His last major photography exhibition, In Focus: Ed Ruscha, was held at the Getty Center in Los Angeles in 2013. It included the slender, pocket-sized volumes that he began publishing in 1963 and his extensive documentation of Los Angeles streets, beginning with Sunset Boulevard in 1965. Many of these photographs became source material for paintings. Both featured in Ed Ruscha and the Great American West, which closed in October at San Francisco’s de Young.

Ruscha says: “I did use a camera back then [in the 1960s] and I’m not sure that I ever reckoned on the combination of photography and painting, so I never really mixed them together like some artists have done—pretty successfully, too. I more or less kept it separate, not for any strategy. But I couldn’t combine the two.”

In 1963, Ruscha made the book Twentysix Gasoline Stations, which features photographs of petrol stations along the highway between his home in Los Angeles and his parents’ residence in Oklahoma City.

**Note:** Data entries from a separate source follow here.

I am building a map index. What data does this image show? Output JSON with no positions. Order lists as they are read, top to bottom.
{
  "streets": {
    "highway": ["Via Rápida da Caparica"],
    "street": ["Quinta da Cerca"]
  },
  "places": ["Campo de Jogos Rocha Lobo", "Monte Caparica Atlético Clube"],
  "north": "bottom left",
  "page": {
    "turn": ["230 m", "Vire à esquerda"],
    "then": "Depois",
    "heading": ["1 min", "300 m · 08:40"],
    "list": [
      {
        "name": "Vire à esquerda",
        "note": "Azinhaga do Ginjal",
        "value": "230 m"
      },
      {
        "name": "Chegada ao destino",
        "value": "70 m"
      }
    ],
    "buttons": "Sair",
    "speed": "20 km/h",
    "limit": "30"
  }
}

“I saw photographs as an end [for] the concept of a book. So I needed almost an excuse to make a book, specifically Twentysix Gasoline stations,” he says. “The photos of the gas stations became a reason to make a painting of that…so it goes photograph to painting, but the two don’t meet. So photographs were kind of a process tool for me.” And does Ruscha ever look through a lens now? “Occasionally I use a camera to take an isolated picture,” he says.